Mesh networks can easily, effectively and wirelessly connect entire cities using inexpensive, existing technology. Traditional networks rely on a small number of wired access points or wireless hotspots to connect users. In a wireless mesh network, the network connection is spread out among dozens or even hundreds of wireless mesh nodes that “talk” to each other to share the network connection across a large area.
Mesh nodes are small radio transmitters that function in the same way as a wireless router. Nodes use the common WiFi standards known as 802.11a, b and g to communicate wirelessly with users, and, more importantly, with each other.
Nodes are programmed with software that tells them how to interact within the larger network. Information travels across the network from point A to point B by hopping wirelessly from one mesh node to the next. The nodes automatically choose the quickest and safest path in a process known as dynamic routing.
The biggest advantage of wireless mesh networks — as opposed to wired or fixed wireless networks — is that they are truly wireless.

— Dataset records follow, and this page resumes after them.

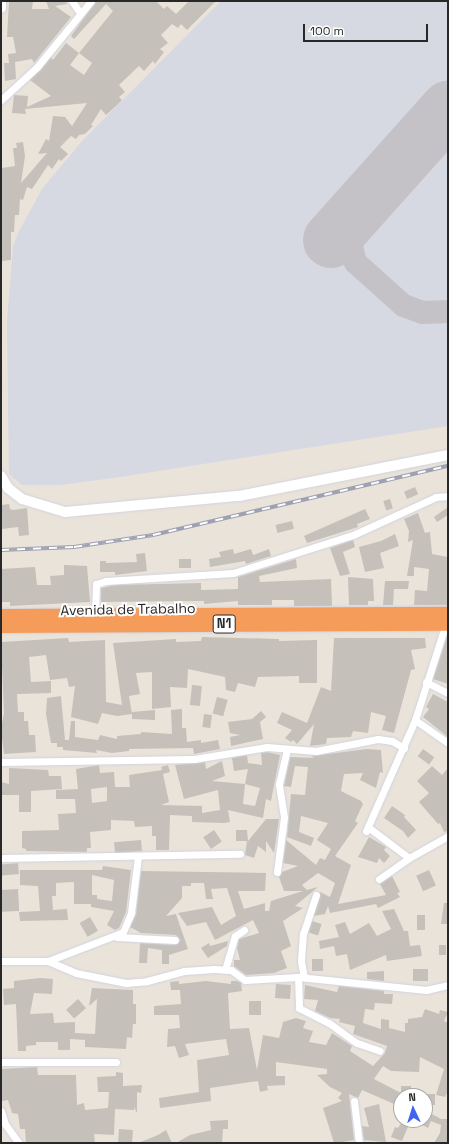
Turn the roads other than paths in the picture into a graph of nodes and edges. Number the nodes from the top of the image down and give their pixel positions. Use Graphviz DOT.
graph roads {
  1 [pos="1,1"];
  2 [pos="72,1"];
  3 [pos="91,1"];
  4 [pos="1,8"];
  5 [pos="80,13"];
  6 [pos="1,100"];
  7 [pos="448,455"];
  8 [pos="1,476"];
  9 [pos="448,496"];
  10 [pos="95,614"];
  11 [pos="1,615"];
  12 [pos="447,618"];
  13 [pos="242,619"];
  14 [pos="1,626"];
  15 [pos="426,682"];
  16 [pos="448,693"];
  17 [pos="415,720"];
  18 [pos="448,743"];
  19 [pos="404,748"];
  20 [pos="287,749"];
  21 [pos="1,762"];
  22 [pos="448,836"];
  23 [pos="240,854"];
  24 [pos="138,856"];
  25 [pos="1,858"];
  26 [pos="409,858"];
  27 [pos="277,872"];
  28 [pos="379,879"];
  29 [pos="316,895"];
  30 [pos="244,930"];
  31 [pos="116,937"];
  32 [pos="175,940"];
  33 [pos="1,961"];
  34 [pos="48,961"];
  35 [pos="225,970"];
  36 [pos="301,977"];
  37 [pos="448,985"];
  38 [pos="380,1051"];
  39 [pos="1,1062"];
  40 [pos="116,1062"];
  41 [pos="354,1101"];
  42 [pos="1,1111"];
  43 [pos="19,1143"];
  44 [pos="359,1143"];
  1 -- 4 [label="street"];
  2 -- 5 [label="street"];
  3 -- 5 [label="street"];
  5 -- 6 [label="street"];
  7 -- 8 [label="street"];
  9 -- 10 [label="street"];
  10 -- 11 [label="highway, Avenida de Trabalho / N1"];
  10 -- 13 [label="highway, Avenida de Trabalho / N1"];
  12 -- 13 [label="highway, Avenida de Trabalho / N1"];
  12 -- 15 [label="street"];
  13 -- 14 [label="highway, Avenida de Trabalho / N1"];
  15 -- 16 [label="street"];
  15 -- 17 [label="street"];
  17 -- 18 [label="street"];
  17 -- 19 [label="street"];
  19 -- 20 [label="street"];
  19 -- 26 [label="street"];
  20 -- 21 [label="street"];
  20 -- 27 [label="street"];
  22 -- 26 [label="street"];
  23 -- 24 [label="street"];
  24 -- 25 [label="street"];
  24 -- 31 [label="street"];
  26 -- 28 [label="street"];
  29 -- 36 [label="street"];
  30 -- 35 [label="street"];
  31 -- 32 [label="street"];
  31 -- 34 [label="street"];
  33 -- 34 [label="street"];
  34 -- 35 [label="street"];
  35 -- 36 [label="street"];
  36 -- 37 [label="street"];
  36 -- 38 [label="street"];
  39 -- 40 [label="street"];
  41 -- 44 [label="street"];
  42 -- 43 [label="street"];
}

Most traditional “wireless” access points still need to be wired to the Internet to broadcast their signal. For large wireless networks, Ethernet cables need to be buried in ceilings and walls and throughout public areas.
Mesh networks, only one node needs to be physically wired to a network connection like a ADSL or Fiber Internet modem. That one wired node then shares its Internet connection wirelessly with all other nodes in its vicinity. Those nodes then share the connection wirelessly with the nodes closest to them. The more nodes, the further the connection spreads, creating a wireless “cloud of connectivity” that can serve a small office or a city of millions.